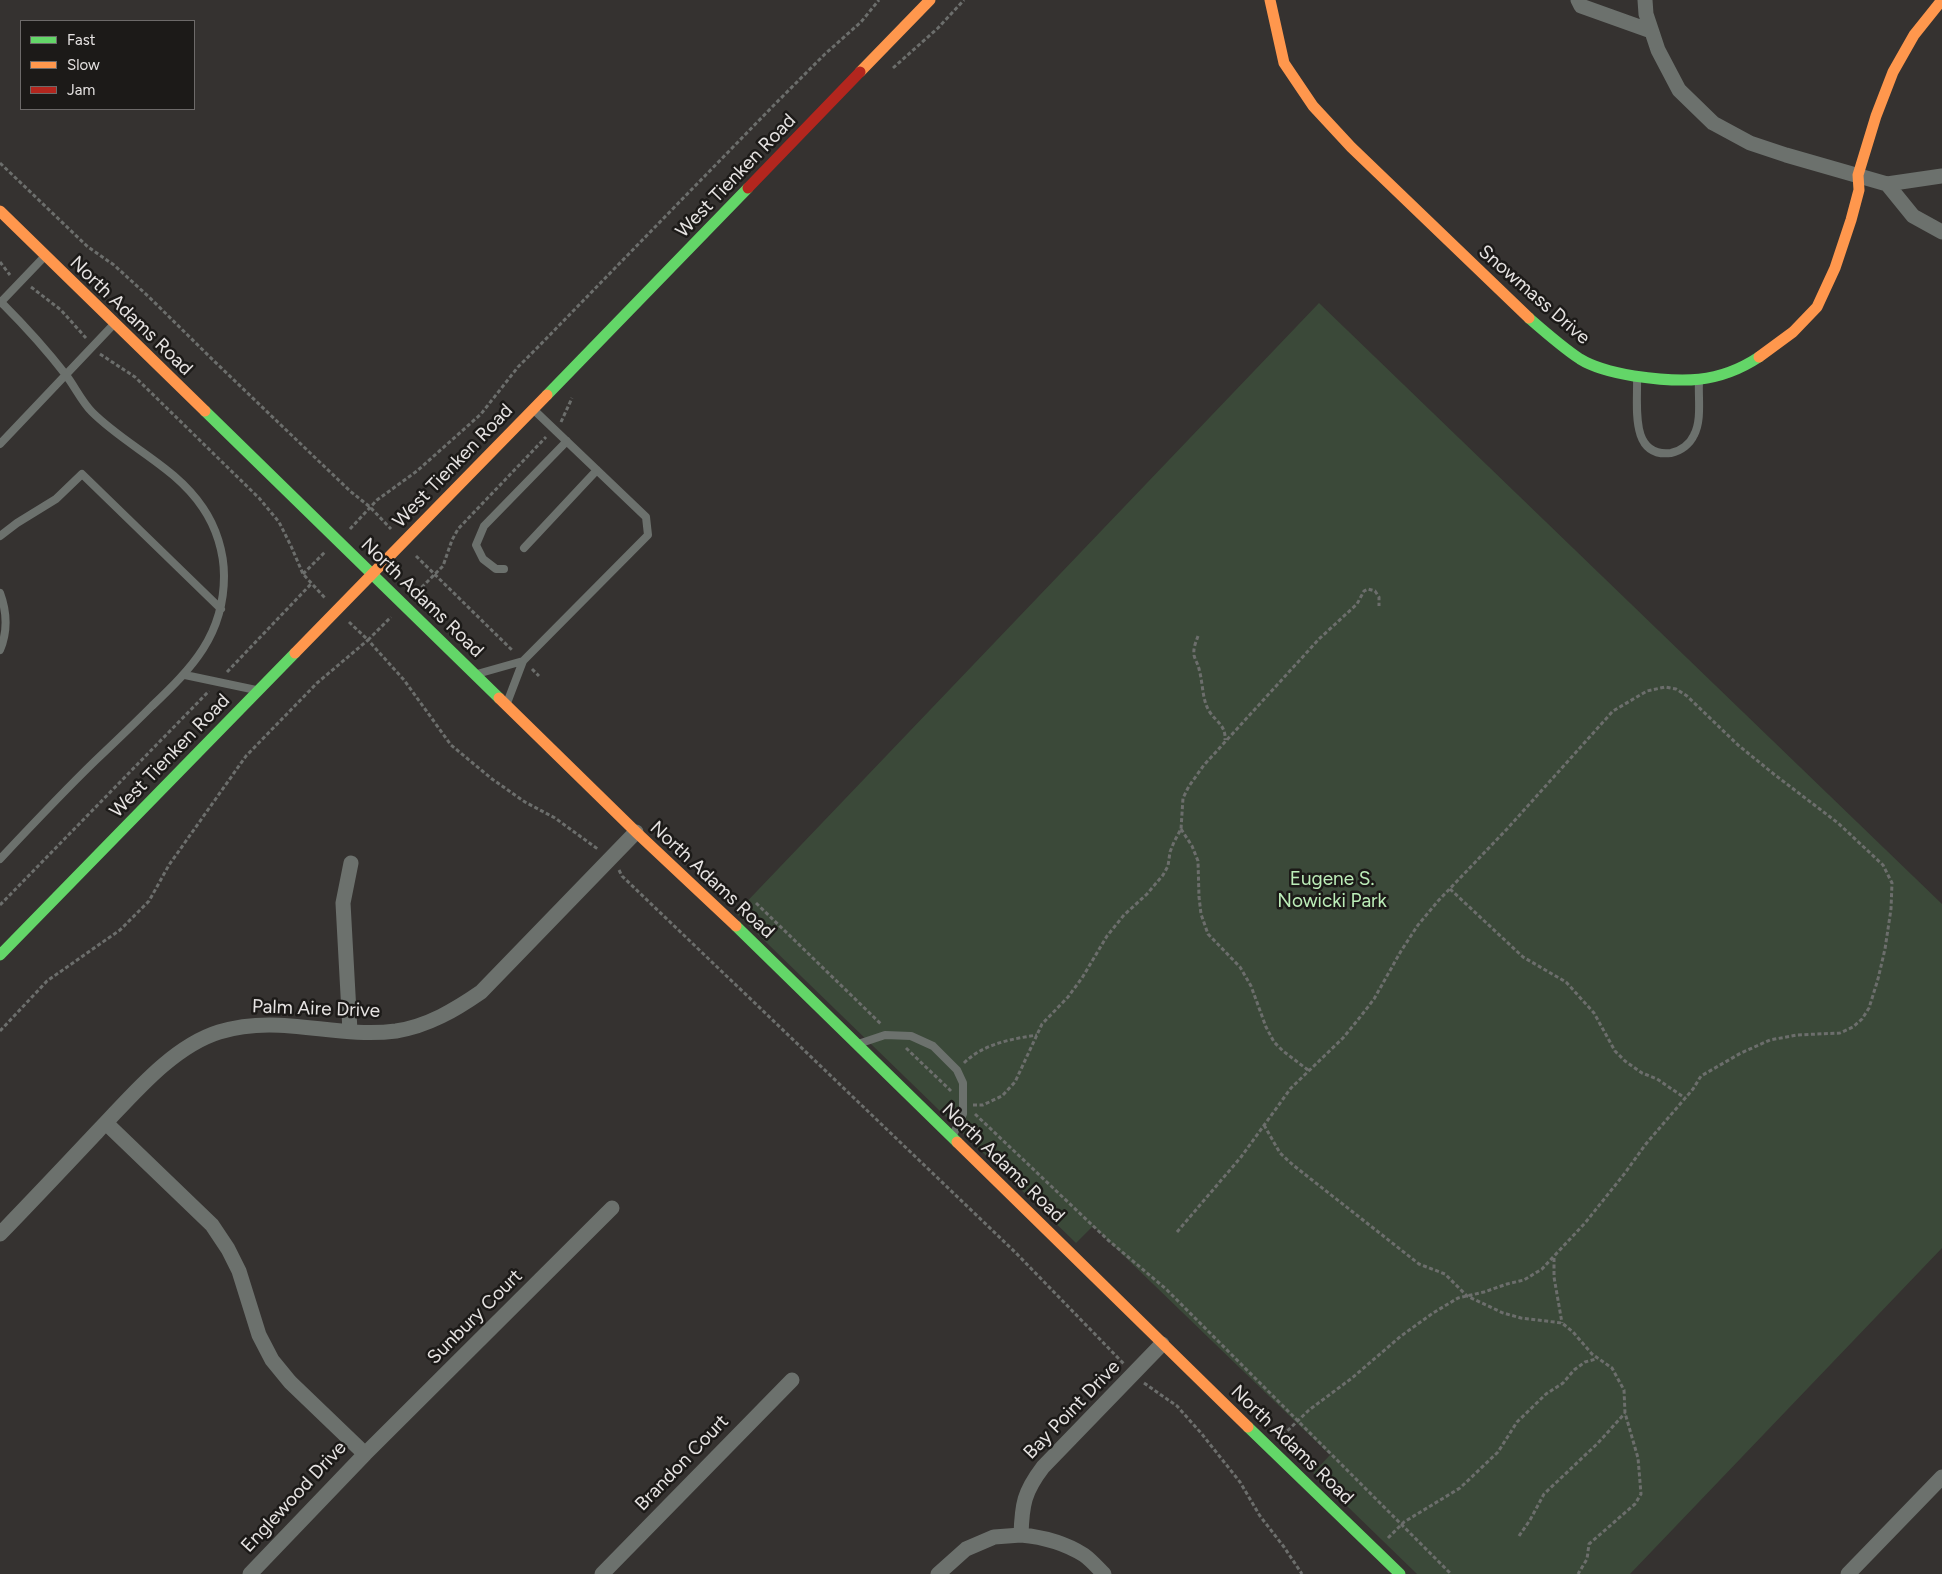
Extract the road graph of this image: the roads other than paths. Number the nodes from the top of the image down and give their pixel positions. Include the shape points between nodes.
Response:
1 (930, 0) edge
2 (1270, 0) edge
3 (1578, 0) edge
4 (1645, 0) edge
5 (1942, 0) edge
6 (1651, 31) junction
7 (1858, 175) junction
8 (1942, 176) edge
9 (1887, 184) junction
10 (0, 211) edge
11 (1942, 232) edge
12 (45, 256) junction
13 (1, 302) edge
14 (114, 324) junction
15 (66, 375) junction
16 (1637, 376) junction
17 (1699, 380) junction
18 (533, 409) junction
19 (567, 441) junction
20 (0, 444) edge
21 (597, 470) junction
22 (0, 536) edge
23 (524, 548) dead end
24 (504, 569) dead end
25 (371, 575) junction
26 (0, 593) edge
27 (221, 609) junction
28 (0, 650) edge
29 (523, 661) junction
30 (476, 674) junction
31 (185, 675) junction
32 (259, 690) junction
33 (506, 704) junction
34 (636, 832) junction
35 (0, 859) edge
36 (351, 863) dead end
37 (0, 955) edge
38 (350, 1031) junction
39 (857, 1045) junction
40 (106, 1123) junction
41 (952, 1137) junction
42 (612, 1208) dead end
43 (0, 1234) edge
44 (1162, 1344) junction
45 (792, 1380) dead end
46 (365, 1454) junction
47 (1942, 1477) edge
48 (1021, 1535) junction
49 (250, 1574) edge
50 (602, 1574) edge
51 (938, 1574) edge
52 (1104, 1574) edge
53 (1400, 1574) edge
54 (1848, 1574) edge

1 - 18 street, West Tienken Road
2 - 16 street, Snowmass Drive via 1284,63 1312,106 1351,147 1548,336 1581,360 1610,372
3 - 6 street via 1581,6
4 - 6 street
5 - 7 street, Snowmass Drive via 1914,35 1893,72
6 - 7 street via 1678,90 1713,124 1750,143
7 - 9 street
7 - 17 street, Snowmass Drive via 1859,190 1851,220 1835,268 1817,307 1793,332 1742,368
8 - 9 street
9 - 11 street via 1913,216
10 - 12 street, North Adams Road
12 - 13 lane
12 - 14 street, North Adams Road
13 - 15 lane via 36,337
14 - 15 lane
14 - 25 street, North Adams Road
15 - 20 lane
15 - 27 lane via 90,411 174,475 204,510 224,562
16 - 17 street, Snowmass Drive via 1670,381
16 - 17 lane via 1639,431 1644,444 1660,453 1679,451 1694,435 1698,424
18 - 19 lane
18 - 25 street, West Tienken Road
19 - 21 lane
19 - 24 lane via 484,526 476,545 483,559 496,569
21 - 23 lane
21 - 29 lane via 646,517 648,534
22 - 27 lane via 56,499 82,474
25 - 30 street, North Adams Road
25 - 32 street, West Tienken Road
26 - 28 lane via 6,612 4,641
27 - 31 lane via 208,643
29 - 30 lane
29 - 33 lane
30 - 33 street, North Adams Road
31 - 32 lane
31 - 35 lane
32 - 37 street, West Tienken Road
33 - 34 street, North Adams Road
34 - 38 street, Palm Aire Drive via 481,992 452,1012 423,1024 395,1031
34 - 39 street, North Adams Road
36 - 38 street via 343,902
38 - 40 street, Palm Aire Drive via 277,1024 245,1026 217,1033 186,1049 155,1072
39 - 41 street, North Adams Road
39 - 41 lane via 885,1034 911,1036 933,1046 956,1070 963,1083 963,1114
40 - 43 street, Palm Aire Drive
40 - 46 street, Englewood Drive via 212,1225 239,1271 259,1335 272,1360 290,1382
41 - 44 street, North Adams Road
42 - 46 street, Sunbury Court
44 - 48 street, Bay Point Drive via 1030,1483 1022,1506
44 - 53 street, North Adams Road
45 - 50 street, Brandon Court
46 - 49 street, Englewood Drive
47 - 54 street
48 - 51 street via 994,1537 966,1549
48 - 52 street via 1064,1545 1085,1556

· · · ·

◆ Instructions to follow: Could you write out every line above exactly as it stands, with no images?

◆ Answer box:
Extract the road graph of this image: the roads other than paths. Number the nodes from the top of the image down and give their pixel positions. Include the shape points between nodes.
Response:
1 (930, 0) edge
2 (1270, 0) edge
3 (1578, 0) edge
4 (1645, 0) edge
5 (1942, 0) edge
6 (1651, 31) junction
7 (1858, 175) junction
8 (1942, 176) edge
9 (1887, 184) junction
10 (0, 211) edge
11 (1942, 232) edge
12 (45, 256) junction
13 (1, 302) edge
14 (114, 324) junction
15 (66, 375) junction
16 (1637, 376) junction
17 (1699, 380) junction
18 (533, 409) junction
19 (567, 441) junction
20 (0, 444) edge
21 (597, 470) junction
22 (0, 536) edge
23 (524, 548) dead end
24 (504, 569) dead end
25 (371, 575) junction
26 (0, 593) edge
27 (221, 609) junction
28 (0, 650) edge
29 (523, 661) junction
30 (476, 674) junction
31 (185, 675) junction
32 (259, 690) junction
33 (506, 704) junction
34 (636, 832) junction
35 (0, 859) edge
36 (351, 863) dead end
37 (0, 955) edge
38 (350, 1031) junction
39 (857, 1045) junction
40 (106, 1123) junction
41 (952, 1137) junction
42 (612, 1208) dead end
43 (0, 1234) edge
44 (1162, 1344) junction
45 (792, 1380) dead end
46 (365, 1454) junction
47 (1942, 1477) edge
48 (1021, 1535) junction
49 (250, 1574) edge
50 (602, 1574) edge
51 (938, 1574) edge
52 (1104, 1574) edge
53 (1400, 1574) edge
54 (1848, 1574) edge

1 - 18 street, West Tienken Road
2 - 16 street, Snowmass Drive via 1284,63 1312,106 1351,147 1548,336 1581,360 1610,372
3 - 6 street via 1581,6
4 - 6 street
5 - 7 street, Snowmass Drive via 1914,35 1893,72
6 - 7 street via 1678,90 1713,124 1750,143
7 - 9 street
7 - 17 street, Snowmass Drive via 1859,190 1851,220 1835,268 1817,307 1793,332 1742,368
8 - 9 street
9 - 11 street via 1913,216
10 - 12 street, North Adams Road
12 - 13 lane
12 - 14 street, North Adams Road
13 - 15 lane via 36,337
14 - 15 lane
14 - 25 street, North Adams Road
15 - 20 lane
15 - 27 lane via 90,411 174,475 204,510 224,562
16 - 17 street, Snowmass Drive via 1670,381
16 - 17 lane via 1639,431 1644,444 1660,453 1679,451 1694,435 1698,424
18 - 19 lane
18 - 25 street, West Tienken Road
19 - 21 lane
19 - 24 lane via 484,526 476,545 483,559 496,569
21 - 23 lane
21 - 29 lane via 646,517 648,534
22 - 27 lane via 56,499 82,474
25 - 30 street, North Adams Road
25 - 32 street, West Tienken Road
26 - 28 lane via 6,612 4,641
27 - 31 lane via 208,643
29 - 30 lane
29 - 33 lane
30 - 33 street, North Adams Road
31 - 32 lane
31 - 35 lane
32 - 37 street, West Tienken Road
33 - 34 street, North Adams Road
34 - 38 street, Palm Aire Drive via 481,992 452,1012 423,1024 395,1031
34 - 39 street, North Adams Road
36 - 38 street via 343,902
38 - 40 street, Palm Aire Drive via 277,1024 245,1026 217,1033 186,1049 155,1072
39 - 41 street, North Adams Road
39 - 41 lane via 885,1034 911,1036 933,1046 956,1070 963,1083 963,1114
40 - 43 street, Palm Aire Drive
40 - 46 street, Englewood Drive via 212,1225 239,1271 259,1335 272,1360 290,1382
41 - 44 street, North Adams Road
42 - 46 street, Sunbury Court
44 - 48 street, Bay Point Drive via 1030,1483 1022,1506
44 - 53 street, North Adams Road
45 - 50 street, Brandon Court
46 - 49 street, Englewood Drive
47 - 54 street
48 - 51 street via 994,1537 966,1549
48 - 52 street via 1064,1545 1085,1556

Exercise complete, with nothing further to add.